━━━ Supplied information ━━━

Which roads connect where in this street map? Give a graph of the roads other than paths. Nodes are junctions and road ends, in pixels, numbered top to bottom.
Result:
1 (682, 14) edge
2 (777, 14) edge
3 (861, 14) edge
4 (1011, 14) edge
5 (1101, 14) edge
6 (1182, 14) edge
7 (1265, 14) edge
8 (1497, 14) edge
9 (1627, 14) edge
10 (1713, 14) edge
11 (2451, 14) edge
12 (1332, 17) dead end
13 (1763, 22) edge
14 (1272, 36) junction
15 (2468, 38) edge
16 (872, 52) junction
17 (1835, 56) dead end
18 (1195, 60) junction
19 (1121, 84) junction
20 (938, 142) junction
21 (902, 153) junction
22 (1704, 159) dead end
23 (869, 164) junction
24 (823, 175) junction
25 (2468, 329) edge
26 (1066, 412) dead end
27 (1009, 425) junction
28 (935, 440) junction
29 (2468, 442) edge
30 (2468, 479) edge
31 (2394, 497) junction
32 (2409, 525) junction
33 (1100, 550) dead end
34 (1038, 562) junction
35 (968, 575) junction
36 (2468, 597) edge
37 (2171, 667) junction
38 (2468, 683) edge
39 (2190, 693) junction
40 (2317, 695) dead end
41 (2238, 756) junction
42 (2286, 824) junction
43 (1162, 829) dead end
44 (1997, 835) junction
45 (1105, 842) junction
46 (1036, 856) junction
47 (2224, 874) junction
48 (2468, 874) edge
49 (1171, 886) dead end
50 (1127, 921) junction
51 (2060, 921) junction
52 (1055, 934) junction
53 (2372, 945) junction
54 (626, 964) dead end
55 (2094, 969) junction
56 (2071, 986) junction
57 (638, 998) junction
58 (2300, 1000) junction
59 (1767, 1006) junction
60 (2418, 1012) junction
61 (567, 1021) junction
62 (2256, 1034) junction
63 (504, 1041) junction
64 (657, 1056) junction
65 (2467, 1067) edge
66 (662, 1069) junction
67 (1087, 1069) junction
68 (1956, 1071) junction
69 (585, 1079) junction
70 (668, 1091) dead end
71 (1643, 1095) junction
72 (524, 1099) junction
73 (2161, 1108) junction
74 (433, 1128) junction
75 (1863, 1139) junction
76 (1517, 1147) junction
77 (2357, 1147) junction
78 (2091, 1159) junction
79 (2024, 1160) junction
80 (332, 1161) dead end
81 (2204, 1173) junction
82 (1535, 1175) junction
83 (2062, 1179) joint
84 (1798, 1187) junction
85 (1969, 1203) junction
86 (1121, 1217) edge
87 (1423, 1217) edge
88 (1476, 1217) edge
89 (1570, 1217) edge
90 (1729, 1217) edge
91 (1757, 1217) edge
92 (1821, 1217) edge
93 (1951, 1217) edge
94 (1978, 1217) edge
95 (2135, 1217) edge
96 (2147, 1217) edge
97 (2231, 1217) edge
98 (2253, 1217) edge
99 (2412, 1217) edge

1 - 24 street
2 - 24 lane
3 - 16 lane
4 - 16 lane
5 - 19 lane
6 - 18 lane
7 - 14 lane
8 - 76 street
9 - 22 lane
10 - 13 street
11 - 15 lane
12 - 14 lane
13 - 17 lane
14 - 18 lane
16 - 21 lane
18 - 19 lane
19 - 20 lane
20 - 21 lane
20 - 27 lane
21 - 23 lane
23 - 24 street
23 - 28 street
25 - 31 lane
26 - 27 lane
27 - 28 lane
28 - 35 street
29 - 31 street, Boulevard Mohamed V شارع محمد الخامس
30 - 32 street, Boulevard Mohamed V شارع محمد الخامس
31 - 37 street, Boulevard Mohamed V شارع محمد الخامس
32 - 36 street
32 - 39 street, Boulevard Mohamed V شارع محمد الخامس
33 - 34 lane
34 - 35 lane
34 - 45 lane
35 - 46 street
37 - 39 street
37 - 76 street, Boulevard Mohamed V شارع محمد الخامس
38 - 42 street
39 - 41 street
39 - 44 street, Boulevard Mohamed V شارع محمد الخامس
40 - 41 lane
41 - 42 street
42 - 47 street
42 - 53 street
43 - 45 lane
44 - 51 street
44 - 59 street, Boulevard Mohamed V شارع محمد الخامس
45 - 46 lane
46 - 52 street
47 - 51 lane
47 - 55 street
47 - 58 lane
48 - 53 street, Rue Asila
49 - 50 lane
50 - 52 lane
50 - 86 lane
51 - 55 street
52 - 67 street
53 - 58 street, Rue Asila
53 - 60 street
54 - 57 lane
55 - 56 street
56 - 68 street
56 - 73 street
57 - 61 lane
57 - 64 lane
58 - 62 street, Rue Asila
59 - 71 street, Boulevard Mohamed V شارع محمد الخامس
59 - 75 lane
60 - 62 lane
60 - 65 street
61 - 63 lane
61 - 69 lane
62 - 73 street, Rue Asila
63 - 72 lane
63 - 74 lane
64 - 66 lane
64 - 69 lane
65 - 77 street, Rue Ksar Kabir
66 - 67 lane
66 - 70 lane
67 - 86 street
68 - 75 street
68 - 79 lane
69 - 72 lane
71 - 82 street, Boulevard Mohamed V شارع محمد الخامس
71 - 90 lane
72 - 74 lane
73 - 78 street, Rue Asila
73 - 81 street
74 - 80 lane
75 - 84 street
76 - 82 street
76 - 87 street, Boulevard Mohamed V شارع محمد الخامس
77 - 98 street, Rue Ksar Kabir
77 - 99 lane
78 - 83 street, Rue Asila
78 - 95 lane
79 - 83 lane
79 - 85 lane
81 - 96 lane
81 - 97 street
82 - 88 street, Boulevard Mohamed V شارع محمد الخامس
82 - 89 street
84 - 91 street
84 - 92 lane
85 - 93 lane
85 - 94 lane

━━━

**Task statement:** Every line in the listing above that mentions "Ksar" should be returned.

**Output for this exercise:**
65 - 77 street, Rue Ksar Kabir
77 - 98 street, Rue Ksar Kabir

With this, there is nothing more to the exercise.